Fascin binds beta-catenin, and colocalizes with it at the leading edges and borders of epithelial and endothelial cells. The role of Fascin in regulating cytoskeletal structures for the maintenance of cell adhesion, coordinating motility and invasion through interactions with signalling pathways is an active area of research especially from the cancer biology perspective. Fascin localizes to actin-rich protrusions at the cell surface called filopodia. Recent study shows that fascin also localizes to invadopodia, membrane protrusions formed at the adherent cell surface that facilitate extracellular matrix (ECM) invasion, this provide a potential molecular mechanism for how fascin increases the invasiveness of cancer cells since fascin expression is upregulated in a spectrum of cancers. Studies have also shown that Fascin plays a major role in immune suppression. T regulatory cell adhesion to antigen presenting dendritic cell causes sequestration of Fascin-1, an actin-bundling protein essential for immunological synapse formation, and skews Fascin-1–dependent actin polarization in antigen presenting dendritic cells toward the T reg cell adhesion zone. Although it is reversible upon T regulatory cell disengagement, this sequestration of essential cytoskeletal components causes a lethargic state of dendritic cells, leading to reduced T cell priming. This suggests Treg-mediated suppression of antigen presenting cells is a multi-step process. In addition to CTLA-4 CD80/CD86 interaction fascin dependent polarization of cytoskeleton towards dendritic cell Treg immune synapse play a pivotal role. In normal tissue, inflammation and the immune response would be limited by secretion of TGF-β. TGF-β on the one hand induces fascin expression, but on the other hand, restricts activity of transcription factor NF-κB. This results to limited fascin expression and allows tissue to rebuild epithelial barriers. In cancer, instead, TGF-β does not restrict NF-κB activity, and both can increase fascin expression, disrupting tissue structure and function.
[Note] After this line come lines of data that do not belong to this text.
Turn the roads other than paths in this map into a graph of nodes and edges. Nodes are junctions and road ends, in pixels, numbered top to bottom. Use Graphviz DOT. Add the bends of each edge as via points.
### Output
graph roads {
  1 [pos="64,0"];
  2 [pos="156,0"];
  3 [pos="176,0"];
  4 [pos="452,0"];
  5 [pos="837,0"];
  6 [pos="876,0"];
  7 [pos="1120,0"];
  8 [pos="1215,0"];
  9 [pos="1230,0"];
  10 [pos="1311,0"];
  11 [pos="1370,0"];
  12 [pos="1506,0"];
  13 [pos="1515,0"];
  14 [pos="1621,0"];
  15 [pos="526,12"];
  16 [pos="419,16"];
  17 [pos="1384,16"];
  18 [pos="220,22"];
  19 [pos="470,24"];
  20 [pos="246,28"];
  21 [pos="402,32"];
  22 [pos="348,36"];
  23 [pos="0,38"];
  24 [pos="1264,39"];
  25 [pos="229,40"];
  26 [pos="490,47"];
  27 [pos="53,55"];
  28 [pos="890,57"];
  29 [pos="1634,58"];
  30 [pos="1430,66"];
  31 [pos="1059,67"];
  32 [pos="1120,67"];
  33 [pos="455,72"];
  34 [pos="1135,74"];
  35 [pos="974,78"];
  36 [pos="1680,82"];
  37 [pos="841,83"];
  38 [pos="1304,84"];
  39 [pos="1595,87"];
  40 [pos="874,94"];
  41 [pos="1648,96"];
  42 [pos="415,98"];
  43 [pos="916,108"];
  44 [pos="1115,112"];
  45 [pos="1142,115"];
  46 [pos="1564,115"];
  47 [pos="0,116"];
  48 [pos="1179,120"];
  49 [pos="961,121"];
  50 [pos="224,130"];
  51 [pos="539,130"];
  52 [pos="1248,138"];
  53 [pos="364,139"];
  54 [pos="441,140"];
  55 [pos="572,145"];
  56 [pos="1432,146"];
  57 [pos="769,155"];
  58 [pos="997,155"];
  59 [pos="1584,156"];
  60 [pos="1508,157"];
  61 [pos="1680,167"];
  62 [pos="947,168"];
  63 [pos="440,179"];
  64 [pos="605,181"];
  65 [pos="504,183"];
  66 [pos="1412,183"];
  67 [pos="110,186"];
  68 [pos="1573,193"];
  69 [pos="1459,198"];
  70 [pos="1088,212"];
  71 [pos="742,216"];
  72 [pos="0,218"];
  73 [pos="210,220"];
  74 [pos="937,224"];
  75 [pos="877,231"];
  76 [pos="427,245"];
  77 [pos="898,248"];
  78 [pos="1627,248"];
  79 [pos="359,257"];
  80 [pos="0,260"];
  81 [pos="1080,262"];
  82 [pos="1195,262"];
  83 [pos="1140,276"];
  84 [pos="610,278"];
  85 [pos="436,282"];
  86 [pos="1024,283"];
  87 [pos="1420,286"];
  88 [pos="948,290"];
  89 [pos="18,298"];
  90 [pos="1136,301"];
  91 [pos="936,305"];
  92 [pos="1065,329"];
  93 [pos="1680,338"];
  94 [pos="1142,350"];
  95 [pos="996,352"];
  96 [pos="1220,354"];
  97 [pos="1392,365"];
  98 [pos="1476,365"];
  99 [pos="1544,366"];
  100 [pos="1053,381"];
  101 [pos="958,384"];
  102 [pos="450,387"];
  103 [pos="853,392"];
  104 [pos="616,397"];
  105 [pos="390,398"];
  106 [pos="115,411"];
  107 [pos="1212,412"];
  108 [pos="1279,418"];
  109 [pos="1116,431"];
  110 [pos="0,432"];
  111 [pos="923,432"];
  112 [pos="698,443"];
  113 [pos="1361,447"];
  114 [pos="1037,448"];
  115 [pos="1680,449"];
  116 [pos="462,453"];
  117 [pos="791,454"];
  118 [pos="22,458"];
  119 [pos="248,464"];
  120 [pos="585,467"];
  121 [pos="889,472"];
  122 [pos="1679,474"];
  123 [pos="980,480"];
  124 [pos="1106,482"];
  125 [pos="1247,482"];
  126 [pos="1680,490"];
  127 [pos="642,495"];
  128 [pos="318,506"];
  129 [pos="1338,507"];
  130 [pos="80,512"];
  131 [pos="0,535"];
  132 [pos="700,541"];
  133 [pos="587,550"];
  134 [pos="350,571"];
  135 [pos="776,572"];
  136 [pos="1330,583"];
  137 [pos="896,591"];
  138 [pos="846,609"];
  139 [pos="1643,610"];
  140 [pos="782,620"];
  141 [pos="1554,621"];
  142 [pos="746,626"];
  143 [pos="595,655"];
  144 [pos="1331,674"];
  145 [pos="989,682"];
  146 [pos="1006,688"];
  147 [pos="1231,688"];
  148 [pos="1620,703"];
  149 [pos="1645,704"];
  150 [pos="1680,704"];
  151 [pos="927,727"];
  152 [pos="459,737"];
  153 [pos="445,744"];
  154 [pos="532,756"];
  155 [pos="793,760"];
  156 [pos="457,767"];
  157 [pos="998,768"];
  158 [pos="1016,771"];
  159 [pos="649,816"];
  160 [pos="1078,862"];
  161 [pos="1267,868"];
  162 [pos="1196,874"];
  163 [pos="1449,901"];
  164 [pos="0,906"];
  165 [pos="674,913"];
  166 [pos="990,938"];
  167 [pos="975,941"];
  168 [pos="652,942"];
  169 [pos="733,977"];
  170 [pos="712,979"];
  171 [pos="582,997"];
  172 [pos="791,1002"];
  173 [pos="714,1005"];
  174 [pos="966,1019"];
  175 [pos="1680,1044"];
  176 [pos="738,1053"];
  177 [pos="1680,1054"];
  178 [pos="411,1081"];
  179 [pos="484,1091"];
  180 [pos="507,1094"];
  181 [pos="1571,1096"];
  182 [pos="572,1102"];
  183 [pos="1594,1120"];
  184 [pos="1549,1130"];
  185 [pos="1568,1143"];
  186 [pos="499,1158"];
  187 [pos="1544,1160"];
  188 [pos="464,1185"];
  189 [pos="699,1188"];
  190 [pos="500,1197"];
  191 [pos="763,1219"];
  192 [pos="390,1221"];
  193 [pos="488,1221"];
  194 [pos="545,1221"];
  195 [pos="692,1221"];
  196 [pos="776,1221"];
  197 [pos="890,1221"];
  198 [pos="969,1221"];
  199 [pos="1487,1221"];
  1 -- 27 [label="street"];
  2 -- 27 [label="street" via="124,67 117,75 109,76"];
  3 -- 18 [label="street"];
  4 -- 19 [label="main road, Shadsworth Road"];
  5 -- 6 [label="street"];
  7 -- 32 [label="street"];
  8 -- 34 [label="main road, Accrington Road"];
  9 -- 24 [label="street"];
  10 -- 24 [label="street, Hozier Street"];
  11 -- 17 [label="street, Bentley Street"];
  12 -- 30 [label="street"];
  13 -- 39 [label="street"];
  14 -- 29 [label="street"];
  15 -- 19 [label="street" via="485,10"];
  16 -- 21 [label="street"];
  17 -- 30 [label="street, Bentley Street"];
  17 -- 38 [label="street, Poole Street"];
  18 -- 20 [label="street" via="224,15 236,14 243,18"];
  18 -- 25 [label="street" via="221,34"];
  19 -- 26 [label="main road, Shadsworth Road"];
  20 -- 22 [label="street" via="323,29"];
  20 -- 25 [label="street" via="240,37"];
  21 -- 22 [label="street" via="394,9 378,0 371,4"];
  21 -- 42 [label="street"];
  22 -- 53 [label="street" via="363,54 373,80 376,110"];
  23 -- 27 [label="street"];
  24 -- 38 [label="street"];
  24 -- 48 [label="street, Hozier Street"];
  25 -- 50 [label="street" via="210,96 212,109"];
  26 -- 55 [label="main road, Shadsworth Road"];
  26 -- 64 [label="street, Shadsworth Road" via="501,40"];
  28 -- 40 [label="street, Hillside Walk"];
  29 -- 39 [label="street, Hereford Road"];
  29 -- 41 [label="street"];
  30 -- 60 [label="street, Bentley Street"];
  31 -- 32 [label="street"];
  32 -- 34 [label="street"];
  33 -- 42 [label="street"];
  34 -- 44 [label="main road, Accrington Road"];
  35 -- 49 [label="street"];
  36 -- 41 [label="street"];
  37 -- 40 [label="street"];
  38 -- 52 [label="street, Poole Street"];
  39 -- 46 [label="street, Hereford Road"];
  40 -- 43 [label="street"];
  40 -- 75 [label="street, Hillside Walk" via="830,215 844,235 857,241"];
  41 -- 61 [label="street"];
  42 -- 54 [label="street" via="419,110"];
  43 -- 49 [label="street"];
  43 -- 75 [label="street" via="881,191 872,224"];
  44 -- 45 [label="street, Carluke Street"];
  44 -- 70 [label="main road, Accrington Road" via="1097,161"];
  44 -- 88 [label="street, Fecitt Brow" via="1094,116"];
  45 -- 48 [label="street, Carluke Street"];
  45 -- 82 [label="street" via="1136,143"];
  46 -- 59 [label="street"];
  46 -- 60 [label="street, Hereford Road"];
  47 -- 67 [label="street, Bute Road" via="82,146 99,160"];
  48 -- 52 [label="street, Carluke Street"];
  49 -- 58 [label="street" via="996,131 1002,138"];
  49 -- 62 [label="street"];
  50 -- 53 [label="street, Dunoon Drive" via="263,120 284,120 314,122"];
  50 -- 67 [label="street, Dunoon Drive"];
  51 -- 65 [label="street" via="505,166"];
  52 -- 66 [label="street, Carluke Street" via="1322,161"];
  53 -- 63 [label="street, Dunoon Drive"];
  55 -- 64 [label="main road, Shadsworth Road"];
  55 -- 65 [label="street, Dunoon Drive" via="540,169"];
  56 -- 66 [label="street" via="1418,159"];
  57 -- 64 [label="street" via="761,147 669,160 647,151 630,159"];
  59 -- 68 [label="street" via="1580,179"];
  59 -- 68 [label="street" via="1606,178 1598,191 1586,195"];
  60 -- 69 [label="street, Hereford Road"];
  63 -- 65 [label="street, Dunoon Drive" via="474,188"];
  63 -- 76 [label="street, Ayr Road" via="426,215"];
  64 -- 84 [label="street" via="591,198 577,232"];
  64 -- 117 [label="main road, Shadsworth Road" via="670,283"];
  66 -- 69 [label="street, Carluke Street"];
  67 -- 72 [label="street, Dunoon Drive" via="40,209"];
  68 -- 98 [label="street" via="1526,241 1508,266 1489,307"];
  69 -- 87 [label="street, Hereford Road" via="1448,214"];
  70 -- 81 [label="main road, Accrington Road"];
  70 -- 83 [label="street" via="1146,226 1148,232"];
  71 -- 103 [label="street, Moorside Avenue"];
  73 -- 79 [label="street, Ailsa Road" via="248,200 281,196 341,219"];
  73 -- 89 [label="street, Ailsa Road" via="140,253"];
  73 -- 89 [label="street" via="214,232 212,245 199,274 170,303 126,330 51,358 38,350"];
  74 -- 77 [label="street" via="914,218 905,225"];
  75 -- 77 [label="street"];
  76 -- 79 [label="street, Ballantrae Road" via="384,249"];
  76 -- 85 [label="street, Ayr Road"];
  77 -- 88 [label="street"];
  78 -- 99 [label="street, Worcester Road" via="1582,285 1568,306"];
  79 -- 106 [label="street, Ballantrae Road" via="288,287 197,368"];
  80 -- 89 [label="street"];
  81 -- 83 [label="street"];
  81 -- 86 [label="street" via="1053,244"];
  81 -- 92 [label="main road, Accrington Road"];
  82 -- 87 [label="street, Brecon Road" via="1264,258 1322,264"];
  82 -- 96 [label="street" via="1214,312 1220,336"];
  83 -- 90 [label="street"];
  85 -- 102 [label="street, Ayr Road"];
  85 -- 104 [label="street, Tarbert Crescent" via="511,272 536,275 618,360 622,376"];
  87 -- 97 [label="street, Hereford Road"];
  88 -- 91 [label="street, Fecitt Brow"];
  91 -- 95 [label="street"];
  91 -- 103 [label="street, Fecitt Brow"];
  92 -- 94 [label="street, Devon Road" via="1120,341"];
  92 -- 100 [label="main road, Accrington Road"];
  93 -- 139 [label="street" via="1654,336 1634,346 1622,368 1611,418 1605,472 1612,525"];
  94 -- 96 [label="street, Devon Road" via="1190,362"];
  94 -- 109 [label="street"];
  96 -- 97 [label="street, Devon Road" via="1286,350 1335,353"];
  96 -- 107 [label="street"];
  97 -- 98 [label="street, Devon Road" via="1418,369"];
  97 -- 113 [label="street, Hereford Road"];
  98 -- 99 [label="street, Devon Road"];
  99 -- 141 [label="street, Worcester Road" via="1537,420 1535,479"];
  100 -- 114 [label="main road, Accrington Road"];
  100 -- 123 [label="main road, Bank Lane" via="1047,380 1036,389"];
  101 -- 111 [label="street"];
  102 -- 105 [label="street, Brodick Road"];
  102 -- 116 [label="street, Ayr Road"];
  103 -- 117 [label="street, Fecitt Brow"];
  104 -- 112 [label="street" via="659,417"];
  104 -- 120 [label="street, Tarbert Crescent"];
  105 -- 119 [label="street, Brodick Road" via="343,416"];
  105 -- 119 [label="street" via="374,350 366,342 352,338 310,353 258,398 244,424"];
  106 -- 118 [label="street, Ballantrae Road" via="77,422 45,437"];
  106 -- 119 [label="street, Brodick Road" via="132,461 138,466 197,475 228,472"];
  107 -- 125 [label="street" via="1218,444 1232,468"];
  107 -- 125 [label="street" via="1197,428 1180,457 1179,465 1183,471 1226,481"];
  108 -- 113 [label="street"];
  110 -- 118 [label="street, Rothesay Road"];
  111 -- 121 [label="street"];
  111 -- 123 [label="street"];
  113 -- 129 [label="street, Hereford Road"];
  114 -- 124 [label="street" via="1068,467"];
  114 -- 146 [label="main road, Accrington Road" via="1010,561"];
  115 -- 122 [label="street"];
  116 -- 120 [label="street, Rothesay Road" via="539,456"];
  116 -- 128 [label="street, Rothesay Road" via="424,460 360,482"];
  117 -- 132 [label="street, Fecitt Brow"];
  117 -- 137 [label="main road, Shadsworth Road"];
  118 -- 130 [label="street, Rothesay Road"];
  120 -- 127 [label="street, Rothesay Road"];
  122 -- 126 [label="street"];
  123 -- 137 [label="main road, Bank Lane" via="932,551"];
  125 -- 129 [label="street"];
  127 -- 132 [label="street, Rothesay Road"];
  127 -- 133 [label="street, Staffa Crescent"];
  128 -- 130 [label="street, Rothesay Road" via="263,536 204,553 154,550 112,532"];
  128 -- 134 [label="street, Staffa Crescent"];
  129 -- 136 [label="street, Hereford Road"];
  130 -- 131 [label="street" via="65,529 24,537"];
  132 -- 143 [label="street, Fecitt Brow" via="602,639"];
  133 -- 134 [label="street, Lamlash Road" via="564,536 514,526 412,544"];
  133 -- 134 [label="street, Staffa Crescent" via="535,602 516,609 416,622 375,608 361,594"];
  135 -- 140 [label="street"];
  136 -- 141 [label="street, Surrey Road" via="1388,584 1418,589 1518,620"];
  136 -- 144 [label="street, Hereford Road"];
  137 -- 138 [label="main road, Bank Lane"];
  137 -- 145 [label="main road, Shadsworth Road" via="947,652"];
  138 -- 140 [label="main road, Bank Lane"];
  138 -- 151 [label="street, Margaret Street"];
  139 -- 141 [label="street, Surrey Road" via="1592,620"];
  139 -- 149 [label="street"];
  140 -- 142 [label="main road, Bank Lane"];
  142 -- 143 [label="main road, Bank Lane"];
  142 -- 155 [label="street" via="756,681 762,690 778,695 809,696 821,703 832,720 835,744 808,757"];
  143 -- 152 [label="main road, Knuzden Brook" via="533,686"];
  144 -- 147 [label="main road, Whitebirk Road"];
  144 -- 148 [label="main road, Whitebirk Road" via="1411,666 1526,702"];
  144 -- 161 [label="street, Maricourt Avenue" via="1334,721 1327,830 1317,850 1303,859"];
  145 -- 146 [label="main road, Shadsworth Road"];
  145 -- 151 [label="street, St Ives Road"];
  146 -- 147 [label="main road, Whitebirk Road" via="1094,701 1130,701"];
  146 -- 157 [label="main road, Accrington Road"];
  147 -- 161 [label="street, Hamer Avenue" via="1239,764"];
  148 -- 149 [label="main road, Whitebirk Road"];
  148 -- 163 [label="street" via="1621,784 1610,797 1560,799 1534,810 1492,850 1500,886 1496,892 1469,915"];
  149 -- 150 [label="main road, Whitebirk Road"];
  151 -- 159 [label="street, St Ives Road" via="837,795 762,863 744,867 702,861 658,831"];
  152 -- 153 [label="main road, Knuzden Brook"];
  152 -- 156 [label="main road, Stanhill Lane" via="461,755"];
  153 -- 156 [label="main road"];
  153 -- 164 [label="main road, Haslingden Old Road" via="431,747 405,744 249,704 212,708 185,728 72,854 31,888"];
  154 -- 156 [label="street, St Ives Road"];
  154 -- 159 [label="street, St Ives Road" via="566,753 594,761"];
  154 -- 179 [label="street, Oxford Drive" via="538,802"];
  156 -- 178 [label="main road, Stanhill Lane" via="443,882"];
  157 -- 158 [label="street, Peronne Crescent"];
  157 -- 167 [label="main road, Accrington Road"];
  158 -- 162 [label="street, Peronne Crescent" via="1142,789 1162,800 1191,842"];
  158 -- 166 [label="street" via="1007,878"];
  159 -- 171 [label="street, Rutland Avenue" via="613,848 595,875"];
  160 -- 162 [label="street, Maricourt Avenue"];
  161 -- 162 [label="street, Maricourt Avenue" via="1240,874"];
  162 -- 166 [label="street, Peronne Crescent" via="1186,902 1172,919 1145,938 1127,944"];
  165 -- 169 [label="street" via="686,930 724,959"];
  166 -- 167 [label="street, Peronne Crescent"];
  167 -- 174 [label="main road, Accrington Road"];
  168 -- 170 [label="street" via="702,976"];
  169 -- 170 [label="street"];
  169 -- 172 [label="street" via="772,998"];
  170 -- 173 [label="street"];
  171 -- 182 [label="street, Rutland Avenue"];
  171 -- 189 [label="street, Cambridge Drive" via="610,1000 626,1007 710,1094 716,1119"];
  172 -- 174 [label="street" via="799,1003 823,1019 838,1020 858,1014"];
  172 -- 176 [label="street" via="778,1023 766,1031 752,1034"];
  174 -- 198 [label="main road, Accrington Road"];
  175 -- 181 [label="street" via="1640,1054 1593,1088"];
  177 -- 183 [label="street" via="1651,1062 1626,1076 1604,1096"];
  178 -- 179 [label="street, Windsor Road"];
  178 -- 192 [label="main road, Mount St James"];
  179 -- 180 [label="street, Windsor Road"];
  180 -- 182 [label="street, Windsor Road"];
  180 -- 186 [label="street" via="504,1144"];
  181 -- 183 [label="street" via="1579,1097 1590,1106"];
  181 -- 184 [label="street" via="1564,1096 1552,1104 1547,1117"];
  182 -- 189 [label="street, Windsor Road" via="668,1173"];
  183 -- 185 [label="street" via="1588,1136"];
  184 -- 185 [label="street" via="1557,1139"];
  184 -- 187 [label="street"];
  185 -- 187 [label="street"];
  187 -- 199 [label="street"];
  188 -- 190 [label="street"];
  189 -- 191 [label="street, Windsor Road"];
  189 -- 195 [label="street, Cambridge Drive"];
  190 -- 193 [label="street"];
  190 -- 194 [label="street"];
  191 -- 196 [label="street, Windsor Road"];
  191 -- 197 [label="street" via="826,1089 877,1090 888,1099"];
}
== Clinical significance ==

Abnormal fascin expression or function has been implicated in breast cancer, colon cancer, esophageal squamous cell carcinoma, gallbladder cancer, pancreatic cancer, and prostate cancer. It is also helpful in identifying Hodgkin cells.

== Structure ==

Fascin is a structural protein found in mesenchyme, nervous, and retinal tissue and is used in the bundling of actin molecules.

The structure of human fascin has been determined to a resolution of 1.8 Å (PDBID 3LLP) and reveals an arrangement of four tandem beta-trefoil domains that form a two lobed structure with pseudo 2-fold symmetry. It is stabilized by a hydrophobic core and a hydrophilic surface since it is often found inside cell cytoplasm in the formation of filopodia.